Should a line below contain the word "view", report it.

(Source data)
========

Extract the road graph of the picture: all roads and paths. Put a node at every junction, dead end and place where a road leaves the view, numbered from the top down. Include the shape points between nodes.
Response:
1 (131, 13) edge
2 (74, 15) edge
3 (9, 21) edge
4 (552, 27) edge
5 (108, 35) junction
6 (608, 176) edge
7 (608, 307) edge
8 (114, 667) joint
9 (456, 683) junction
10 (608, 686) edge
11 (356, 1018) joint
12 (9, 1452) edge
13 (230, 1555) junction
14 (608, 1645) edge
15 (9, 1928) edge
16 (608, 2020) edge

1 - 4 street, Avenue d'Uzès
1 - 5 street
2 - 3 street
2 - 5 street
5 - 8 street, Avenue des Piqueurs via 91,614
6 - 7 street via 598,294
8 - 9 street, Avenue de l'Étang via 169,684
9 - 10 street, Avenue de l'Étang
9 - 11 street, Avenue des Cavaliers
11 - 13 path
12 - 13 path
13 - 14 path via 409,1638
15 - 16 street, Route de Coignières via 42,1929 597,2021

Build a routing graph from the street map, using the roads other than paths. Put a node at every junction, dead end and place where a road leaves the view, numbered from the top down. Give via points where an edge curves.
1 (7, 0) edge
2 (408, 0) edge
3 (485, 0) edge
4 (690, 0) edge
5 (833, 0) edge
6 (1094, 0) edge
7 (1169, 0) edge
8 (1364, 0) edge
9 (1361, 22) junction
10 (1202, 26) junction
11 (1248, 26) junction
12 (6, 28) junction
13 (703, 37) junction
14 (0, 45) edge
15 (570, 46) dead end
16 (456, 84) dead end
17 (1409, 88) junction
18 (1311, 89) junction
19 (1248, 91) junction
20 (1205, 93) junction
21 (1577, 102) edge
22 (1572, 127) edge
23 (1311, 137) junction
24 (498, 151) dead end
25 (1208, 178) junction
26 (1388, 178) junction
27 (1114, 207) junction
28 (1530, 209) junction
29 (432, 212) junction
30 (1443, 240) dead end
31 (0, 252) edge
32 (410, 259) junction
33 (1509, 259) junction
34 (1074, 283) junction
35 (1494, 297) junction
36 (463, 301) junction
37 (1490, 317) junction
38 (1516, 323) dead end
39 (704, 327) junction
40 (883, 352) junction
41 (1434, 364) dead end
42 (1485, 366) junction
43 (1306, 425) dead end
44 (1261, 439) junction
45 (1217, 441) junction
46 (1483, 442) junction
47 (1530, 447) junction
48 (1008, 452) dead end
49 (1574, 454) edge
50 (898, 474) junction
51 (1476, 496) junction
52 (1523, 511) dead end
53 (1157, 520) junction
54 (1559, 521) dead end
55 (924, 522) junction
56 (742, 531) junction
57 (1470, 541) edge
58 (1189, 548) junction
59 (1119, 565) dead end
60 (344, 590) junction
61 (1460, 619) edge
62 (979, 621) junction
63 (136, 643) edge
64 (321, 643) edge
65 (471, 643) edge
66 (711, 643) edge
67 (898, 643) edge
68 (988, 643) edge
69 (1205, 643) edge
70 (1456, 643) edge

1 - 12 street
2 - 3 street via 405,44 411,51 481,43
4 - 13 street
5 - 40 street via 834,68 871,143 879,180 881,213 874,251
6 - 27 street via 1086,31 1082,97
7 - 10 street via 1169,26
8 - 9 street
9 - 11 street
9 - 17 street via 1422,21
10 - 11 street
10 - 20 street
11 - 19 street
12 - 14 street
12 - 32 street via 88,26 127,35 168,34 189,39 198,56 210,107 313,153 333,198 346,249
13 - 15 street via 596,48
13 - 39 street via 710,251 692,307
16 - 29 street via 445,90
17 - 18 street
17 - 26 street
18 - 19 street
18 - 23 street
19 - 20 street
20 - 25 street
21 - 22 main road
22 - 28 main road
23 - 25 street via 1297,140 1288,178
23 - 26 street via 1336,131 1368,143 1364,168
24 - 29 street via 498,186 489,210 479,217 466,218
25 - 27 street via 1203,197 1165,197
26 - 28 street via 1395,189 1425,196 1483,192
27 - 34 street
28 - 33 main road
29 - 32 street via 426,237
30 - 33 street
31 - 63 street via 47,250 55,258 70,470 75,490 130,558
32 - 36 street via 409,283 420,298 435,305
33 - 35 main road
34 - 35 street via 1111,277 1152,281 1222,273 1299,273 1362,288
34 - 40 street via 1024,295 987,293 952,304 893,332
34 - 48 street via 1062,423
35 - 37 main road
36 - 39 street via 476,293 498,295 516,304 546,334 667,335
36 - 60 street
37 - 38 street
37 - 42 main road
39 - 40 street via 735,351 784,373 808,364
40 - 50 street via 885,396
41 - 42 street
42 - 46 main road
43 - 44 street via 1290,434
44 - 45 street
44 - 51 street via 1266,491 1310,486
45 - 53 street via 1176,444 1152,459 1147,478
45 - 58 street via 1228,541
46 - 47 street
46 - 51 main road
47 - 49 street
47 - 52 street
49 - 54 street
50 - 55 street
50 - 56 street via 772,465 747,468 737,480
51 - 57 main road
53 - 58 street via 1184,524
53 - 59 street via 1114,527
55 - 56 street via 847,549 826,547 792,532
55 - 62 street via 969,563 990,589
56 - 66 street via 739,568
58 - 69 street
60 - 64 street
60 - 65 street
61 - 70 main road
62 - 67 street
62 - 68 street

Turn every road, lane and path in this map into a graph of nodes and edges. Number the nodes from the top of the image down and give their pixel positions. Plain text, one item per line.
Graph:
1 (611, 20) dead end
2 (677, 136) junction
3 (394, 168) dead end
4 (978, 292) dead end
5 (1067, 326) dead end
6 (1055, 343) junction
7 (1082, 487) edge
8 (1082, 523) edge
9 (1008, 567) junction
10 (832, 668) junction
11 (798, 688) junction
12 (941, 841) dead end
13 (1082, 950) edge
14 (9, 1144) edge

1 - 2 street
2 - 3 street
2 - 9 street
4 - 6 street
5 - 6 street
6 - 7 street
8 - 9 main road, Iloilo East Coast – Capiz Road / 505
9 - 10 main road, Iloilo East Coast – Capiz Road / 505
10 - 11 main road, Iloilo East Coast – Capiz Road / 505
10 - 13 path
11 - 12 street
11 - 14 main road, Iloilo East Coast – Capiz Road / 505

========

* _Expected answer_
Extract the road graph of the picture: all roads and paths. Put a node at every junction, dead end and place where a road leaves the view, numbered from the top down. Include the shape points between nodes.
Build a routing graph from the street map, using the roads other than paths. Put a node at every junction, dead end and place where a road leaves the view, numbered from the top down. Give via points where an edge curves.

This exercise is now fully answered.